Os preços do petróleo encerraram a sessão desta sexta-feira (14) em alta, com os contratos mais líquidos do Brent voltando a frolar a marca de US$ 110 por barril. O movimento foi impulsionado por falas do presidente dos Estados Unidos que sinalizaram nova possível escalada do conflito no Oriente Médio e pela ausência de avanços concretos nas negociações geopolíticas entre Washington e Pequim.
Oriente Médio pressiona preços para cima
As declarações do presidente americano reforçaram o temor de uma escalada do conflito na região, que responde por parcela significativa da produção global de petróleo. Qualquer ameaça à estabilidade do fornecimento nessa área tende a ser rapidamente precificada pelos mercados de energia.

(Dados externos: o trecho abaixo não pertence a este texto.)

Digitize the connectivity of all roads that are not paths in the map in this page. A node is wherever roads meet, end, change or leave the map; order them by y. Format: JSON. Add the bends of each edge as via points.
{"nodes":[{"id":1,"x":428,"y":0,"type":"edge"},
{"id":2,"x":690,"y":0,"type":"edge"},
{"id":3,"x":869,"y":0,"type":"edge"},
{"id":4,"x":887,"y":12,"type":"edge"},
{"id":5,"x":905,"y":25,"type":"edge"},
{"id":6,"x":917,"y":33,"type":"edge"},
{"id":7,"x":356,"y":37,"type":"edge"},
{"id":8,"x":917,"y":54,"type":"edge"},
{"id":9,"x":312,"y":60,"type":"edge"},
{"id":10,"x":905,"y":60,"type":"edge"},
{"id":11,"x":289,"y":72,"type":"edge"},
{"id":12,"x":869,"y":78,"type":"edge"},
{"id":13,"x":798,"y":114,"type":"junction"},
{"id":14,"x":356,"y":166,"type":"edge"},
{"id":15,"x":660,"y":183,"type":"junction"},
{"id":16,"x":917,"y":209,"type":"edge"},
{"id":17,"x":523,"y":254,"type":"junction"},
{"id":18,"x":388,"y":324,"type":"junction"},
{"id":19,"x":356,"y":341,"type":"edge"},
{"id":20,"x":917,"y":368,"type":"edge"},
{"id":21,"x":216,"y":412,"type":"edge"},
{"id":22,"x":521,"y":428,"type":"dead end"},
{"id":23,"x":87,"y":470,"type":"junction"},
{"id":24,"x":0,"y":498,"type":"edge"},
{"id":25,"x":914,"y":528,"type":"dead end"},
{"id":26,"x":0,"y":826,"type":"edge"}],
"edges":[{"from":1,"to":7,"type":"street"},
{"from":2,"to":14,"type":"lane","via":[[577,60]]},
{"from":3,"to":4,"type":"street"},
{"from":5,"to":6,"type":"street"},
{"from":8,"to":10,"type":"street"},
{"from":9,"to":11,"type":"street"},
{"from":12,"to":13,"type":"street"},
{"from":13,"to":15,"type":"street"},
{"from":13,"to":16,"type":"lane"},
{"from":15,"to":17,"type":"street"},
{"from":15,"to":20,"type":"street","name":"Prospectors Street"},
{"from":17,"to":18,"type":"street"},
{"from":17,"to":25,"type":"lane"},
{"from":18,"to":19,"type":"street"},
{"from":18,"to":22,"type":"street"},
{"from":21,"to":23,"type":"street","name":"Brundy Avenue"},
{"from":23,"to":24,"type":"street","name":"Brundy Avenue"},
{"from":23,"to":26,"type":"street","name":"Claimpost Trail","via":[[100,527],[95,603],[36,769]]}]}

O impasse prolongado sem resolução diplomática mantém o prêmio de risco geopolítico embutido nos contratos futuros. Traders e fundos de hedge ampliaram posições compradas na expectativa de que a tensão persista no curto prazo.
Brent: referência global em foco
O contrato futuro do petróleo Brent, principal referência internacional, fechou próximo dos US$ 110 por barril. O nível representa um patamar psicologicamente relevante e que, se rompido de forma consistente, pode ampliar o movimento altista nas próximas sessões.
EUA e China sem acordo à vista
A falta de avanços nas negociações entre Estados Unidos e China adicionou pressão ao mercado. A disputa entre as duas maiores economias do mundo afeta as expectativas de demanda global por energia, mas o cenário de incerteza tem favorecido a alta dos preços no curto prazo, dado o peso do fator geopolítico sobre o fator fundamental.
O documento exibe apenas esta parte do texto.